After 10 days out of town, I was shocked to see how much everything had grown in the garden. I guess that's what happens during the wettest summer on record in Toronto!
It took several hours of weeding and mowing, but things look like they're under control again. In the front I've cut down the overgrown daisies and mystery flower (phlox?) that had splayed out beyond the edges of the bed. The purple coneflowers are still blooming very nicely, and hopefully will continue to do so for some time. My recently planted beans and other assorted container seedlings are doing well - beans are climbing up their lines, rainbow chard is big enough to start eating a bit. The blue bachelor's buttons started to bloom while I was away, and the perennial sage is still blooming strongly. Many of my plants looks large enough to divide now (especially the lamb's ear) so that I can fill in the beds a bit more. I can't believe how large the sorrel has gotten - I may have to move it next year so that it doesn't get crowded by the decorative grass.
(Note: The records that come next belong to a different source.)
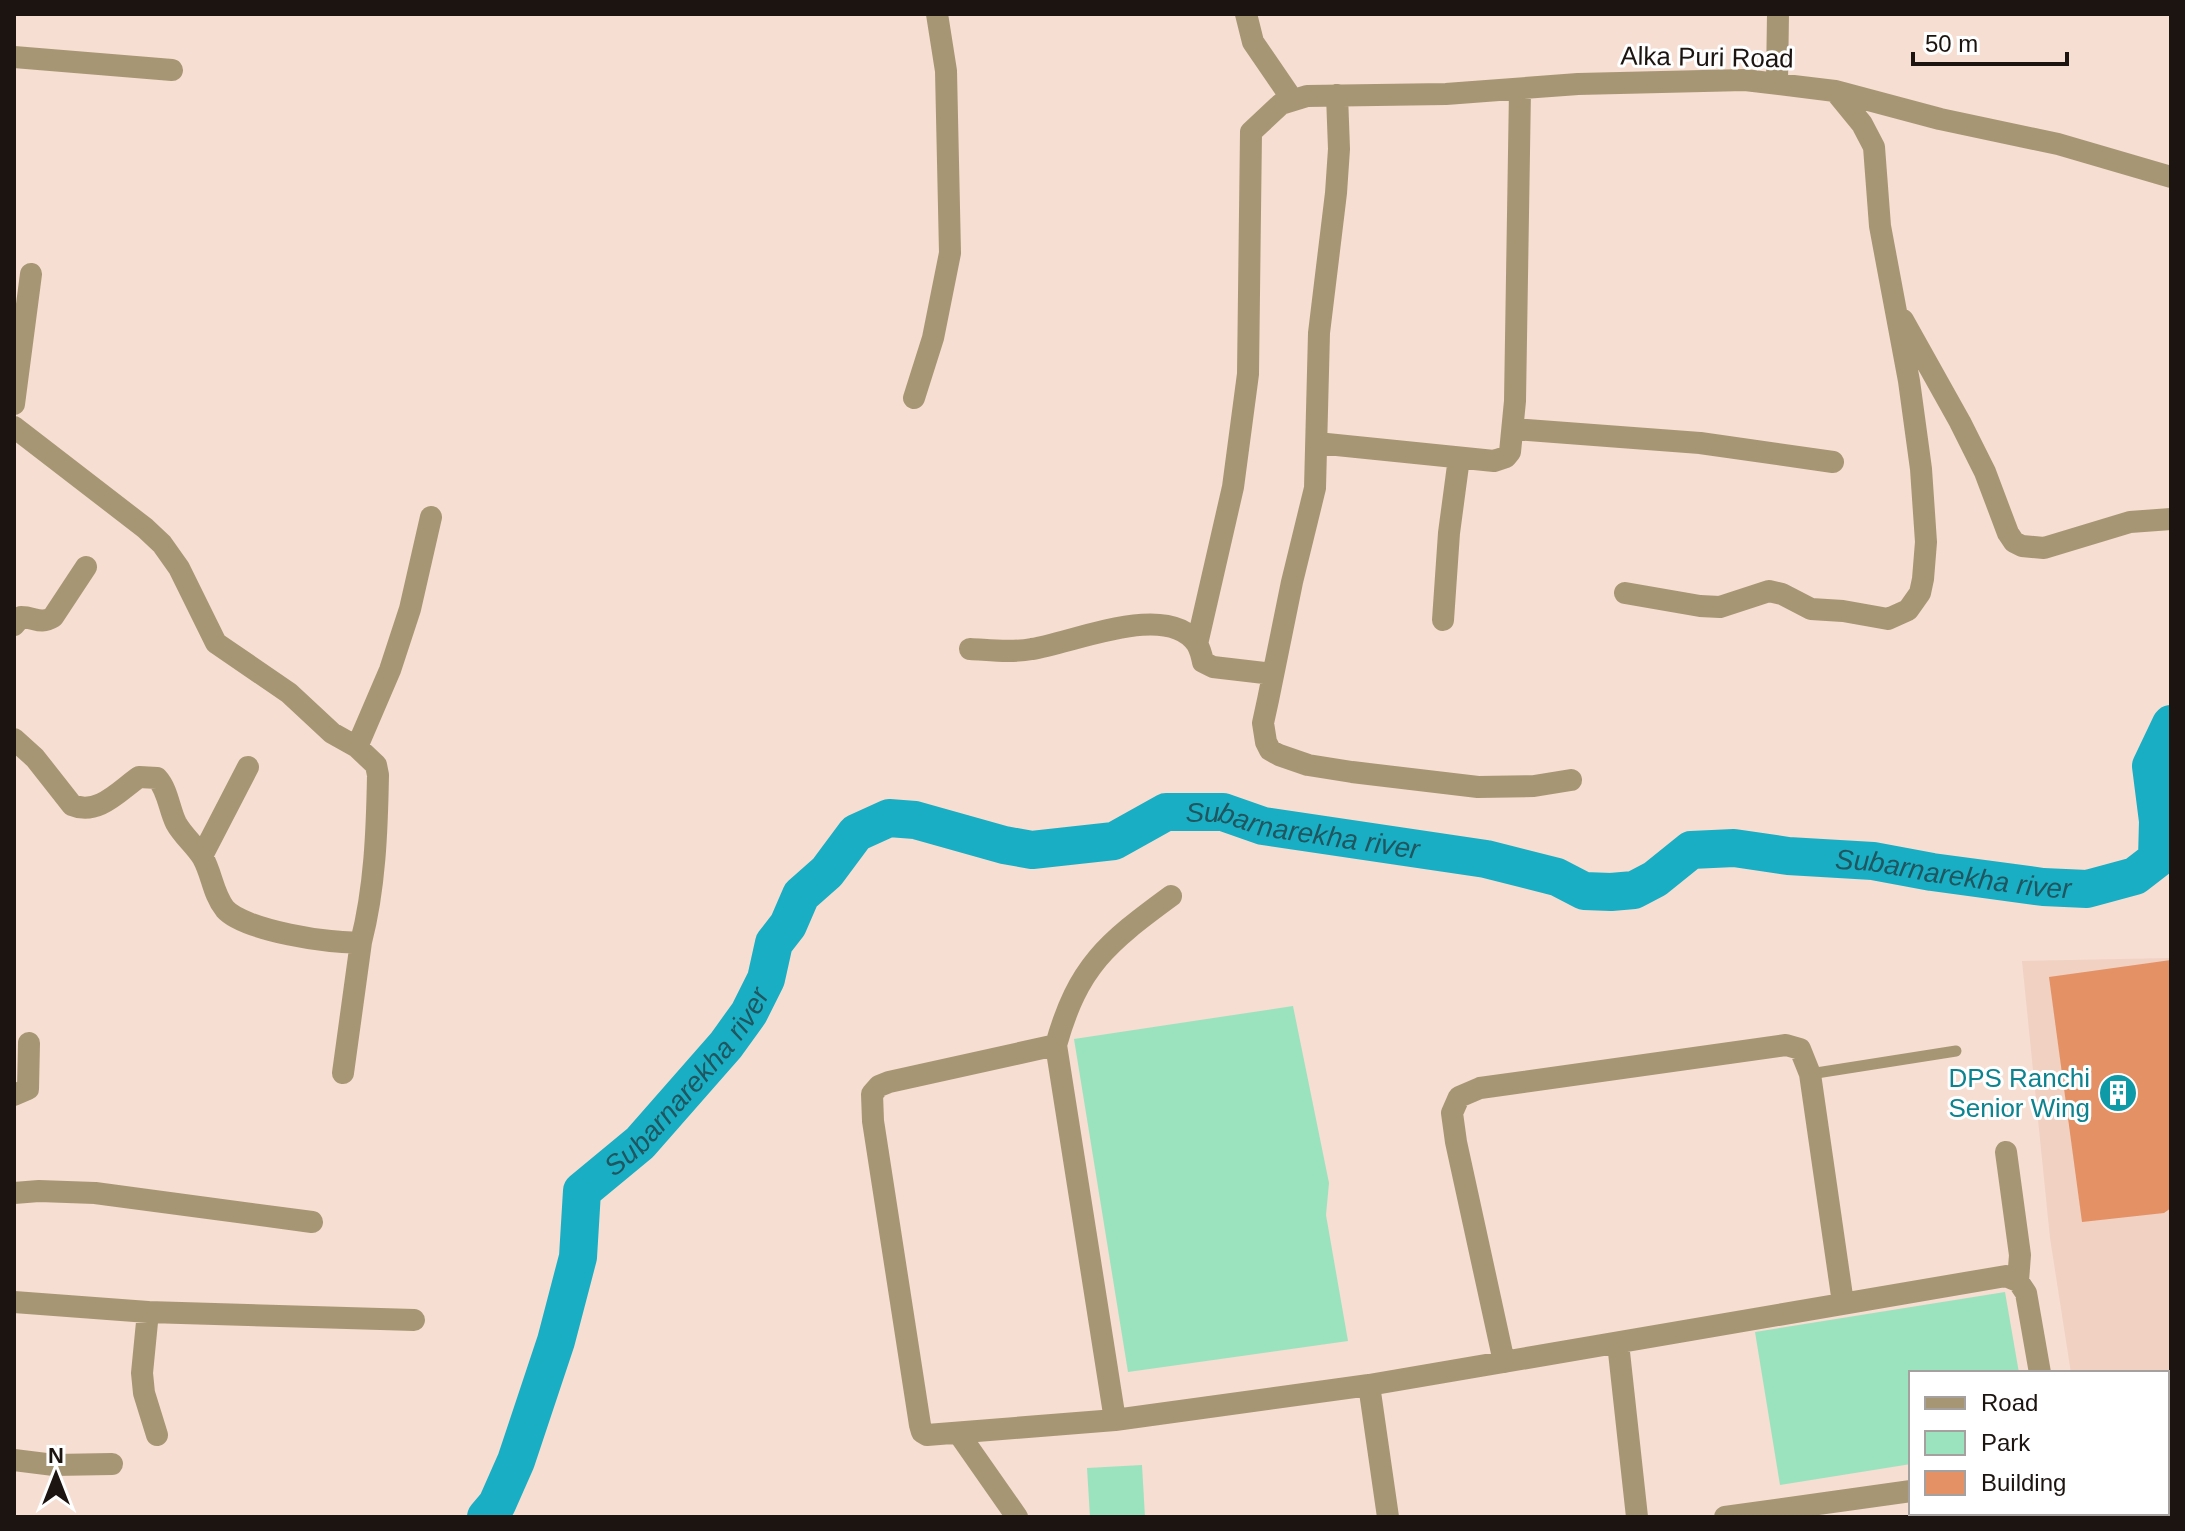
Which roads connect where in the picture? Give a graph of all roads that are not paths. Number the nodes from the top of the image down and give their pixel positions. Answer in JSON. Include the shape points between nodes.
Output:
{"nodes":[{"id":1,"x":937,"y":14,"type":"edge"},
{"id":2,"x":1246,"y":14,"type":"edge"},
{"id":3,"x":1778,"y":14,"type":"edge"},
{"id":4,"x":14,"y":57,"type":"edge"},
{"id":5,"x":172,"y":70,"type":"dead end"},
{"id":6,"x":1777,"y":82,"type":"junction"},
{"id":7,"x":1520,"y":90,"type":"junction"},
{"id":8,"x":1835,"y":91,"type":"junction"},
{"id":9,"x":1337,"y":95,"type":"junction"},
{"id":10,"x":1287,"y":101,"type":"junction"},
{"id":11,"x":2171,"y":177,"type":"edge"},
{"id":12,"x":31,"y":274,"type":"dead end"},
{"id":13,"x":1895,"y":307,"type":"junction"},
{"id":14,"x":914,"y":398,"type":"dead end"},
{"id":15,"x":14,"y":404,"type":"edge"},
{"id":16,"x":14,"y":427,"type":"edge"},
{"id":17,"x":1513,"y":429,"type":"junction"},
{"id":18,"x":1317,"y":443,"type":"junction"},
{"id":19,"x":1459,"y":458,"type":"junction"},
{"id":20,"x":1833,"y":462,"type":"dead end"},
{"id":21,"x":431,"y":517,"type":"dead end"},
{"id":22,"x":2171,"y":519,"type":"edge"},
{"id":23,"x":86,"y":567,"type":"dead end"},
{"id":24,"x":1625,"y":593,"type":"dead end"},
{"id":25,"x":1443,"y":620,"type":"dead end"},
{"id":26,"x":14,"y":625,"type":"edge"},
{"id":27,"x":1197,"y":644,"type":"junction"},
{"id":28,"x":970,"y":649,"type":"dead end"},
{"id":29,"x":1273,"y":674,"type":"junction"},
{"id":30,"x":14,"y":739,"type":"edge"},
{"id":31,"x":357,"y":747,"type":"junction"},
{"id":32,"x":248,"y":767,"type":"dead end"},
{"id":33,"x":1571,"y":780,"type":"dead end"},
{"id":34,"x":202,"y":856,"type":"junction"},
{"id":35,"x":1171,"y":896,"type":"dead end"},
{"id":36,"x":361,"y":942,"type":"junction"},
{"id":37,"x":29,"y":1043,"type":"dead end"},
{"id":38,"x":1056,"y":1045,"type":"junction"},
{"id":39,"x":1956,"y":1051,"type":"dead end"},
{"id":40,"x":343,"y":1073,"type":"dead end"},
{"id":41,"x":1810,"y":1074,"type":"junction"},
{"id":42,"x":14,"y":1095,"type":"edge"},
{"id":43,"x":2006,"y":1152,"type":"dead end"},
{"id":44,"x":14,"y":1193,"type":"edge"},
{"id":45,"x":312,"y":1222,"type":"dead end"},
{"id":46,"x":2018,"y":1281,"type":"junction"},
{"id":47,"x":14,"y":1302,"type":"edge"},
{"id":48,"x":1843,"y":1303,"type":"junction"},
{"id":49,"x":148,"y":1312,"type":"junction"},
{"id":50,"x":414,"y":1320,"type":"dead end"},
{"id":51,"x":1618,"y":1343,"type":"junction"},
{"id":52,"x":1504,"y":1362,"type":"junction"},
{"id":53,"x":2040,"y":1371,"type":"edge"},
{"id":54,"x":1369,"y":1385,"type":"junction"},
{"id":55,"x":1115,"y":1420,"type":"junction"},
{"id":56,"x":959,"y":1434,"type":"junction"},
{"id":57,"x":157,"y":1435,"type":"dead end"},
{"id":58,"x":14,"y":1460,"type":"edge"},
{"id":59,"x":112,"y":1464,"type":"dead end"},
{"id":60,"x":1909,"y":1491,"type":"edge"},
{"id":61,"x":1789,"y":1512,"type":"edge"},
{"id":62,"x":1017,"y":1517,"type":"edge"},
{"id":63,"x":1388,"y":1517,"type":"edge"},
{"id":64,"x":1637,"y":1517,"type":"edge"},
{"id":65,"x":1725,"y":1517,"type":"edge"}],
"edges":[{"from":1,"to":14,"type":"street","via":[[946,71],[950,253]]},
{"from":2,"to":10,"type":"street","via":[[1253,42]]},
{"from":3,"to":6,"type":"street"},
{"from":4,"to":5,"type":"street"},
{"from":6,"to":7,"type":"street","name":"Alka Puri Road","via":[[1672,81]]},
{"from":6,"to":8,"type":"street","name":"Alka Puri Road"},
{"from":7,"to":9,"type":"street","name":"Alka Puri Road"},
{"from":7,"to":17,"type":"street"},
{"from":8,"to":11,"type":"street","name":"Alka Puri Road"},
{"from":8,"to":13,"type":"street","via":[[1874,147],[1880,226]]},
{"from":9,"to":10,"type":"street","name":"Alka Puri Road"},
{"from":9,"to":18,"type":"street","via":[[1339,149],[1319,333]]},
{"from":10,"to":27,"type":"street","via":[[1250,136],[1248,374],[1233,487]]},
{"from":12,"to":15,"type":"street"},
{"from":13,"to":22,"type":"street","via":[[1960,422],[2014,542],[2044,548],[2130,522]]},
{"from":13,"to":24,"type":"street","via":[[1926,514],[1923,579],[1908,610],[1888,619],[1811,609],[1769,591],[1720,607]]},
{"from":16,"to":31,"type":"street","via":[[162,544],[216,643]]},
{"from":17,"to":19,"type":"street","via":[[1506,457]]},
{"from":17,"to":20,"type":"street","via":[[1700,443]]},
{"from":18,"to":19,"type":"street"},
{"from":18,"to":29,"type":"street","via":[[1315,488]]},
{"from":19,"to":25,"type":"street"},
{"from":21,"to":31,"type":"street","via":[[404,630]]},
{"from":23,"to":26,"type":"street","via":[[53,617],[45,622],[21,617]]},
{"from":27,"to":28,"type":"street","via":[[1177,627],[1147,625],[1030,650]]},
{"from":27,"to":29,"type":"street","via":[[1203,662],[1213,667]]},
{"from":29,"to":33,"type":"street","via":[[1263,733],[1270,750],[1279,755],[1308,765],[1478,787]]},
{"from":30,"to":34,"type":"street","via":[[80,809],[97,807],[139,777],[157,778],[180,830]]},
{"from":31,"to":36,"type":"street","via":[[376,765],[378,775],[374,854]]},
{"from":32,"to":34,"type":"street"},
{"from":34,"to":36,"type":"street","via":[[216,894],[235,919],[321,940]]},
{"from":35,"to":38,"type":"street","via":[[1095,961],[1066,1009]]},
{"from":36,"to":40,"type":"street"},
{"from":37,"to":42,"type":"street","via":[[28,1089]]},
{"from":38,"to":55,"type":"street"},
{"from":38,"to":56,"type":"street","via":[[889,1082],[872,1094],[920,1425],[927,1435]]},
{"from":39,"to":41,"type":"lane"},
{"from":41,"to":48,"type":"street"},
{"from":41,"to":52,"type":"street","via":[[1800,1049],[1786,1045],[1480,1088],[1459,1097],[1452,1113],[1456,1142]]},
{"from":43,"to":46,"type":"street","via":[[2020,1255]]},
{"from":44,"to":45,"type":"street","via":[[95,1193]]},
{"from":46,"to":48,"type":"street","via":[[2006,1276]]},
{"from":46,"to":53,"type":"street","via":[[2026,1293]]},
{"from":47,"to":49,"type":"street"},
{"from":48,"to":51,"type":"street"},
{"from":49,"to":50,"type":"street"},
{"from":49,"to":57,"type":"street","via":[[142,1373]]},
{"from":51,"to":52,"type":"street"},
{"from":51,"to":64,"type":"street"},
{"from":52,"to":54,"type":"street"},
{"from":54,"to":55,"type":"street"},
{"from":54,"to":63,"type":"street"},
{"from":55,"to":56,"type":"street"},
{"from":56,"to":62,"type":"street"},
{"from":58,"to":59,"type":"street"},
{"from":60,"to":61,"type":"street"},
{"from":61,"to":65,"type":"street"}]}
We ate some of it for the first time this past weekend, in an omelette that also had kale, chard and arugula.
In the back we are finally getting some ripe cherry tomatoes. The beans (both the scarlet runner beans and the purple pole beans) grew to mammoth proportions while I was away, but are still tasty (and are sweet enough to eat raw when freshly picked). There is a tiny zucchini; the kale continues to put out lots of new leaves; the chinese radish is doing well. Slugs have attacked a few of the low-hanging tomatoes and beans, so we'll have to start setting traps and wrapping things with the copper mesh wire that I bought from Lee Valley. I love how the scarlet runner beans have branched out near the top of the shed, forming a beautiful canopy of green leaves and bright red flowers. The effect is overall more dramatic than the mostly non-branching purple pole beans, although I prefer the taste and tenderness of the purple pole beans.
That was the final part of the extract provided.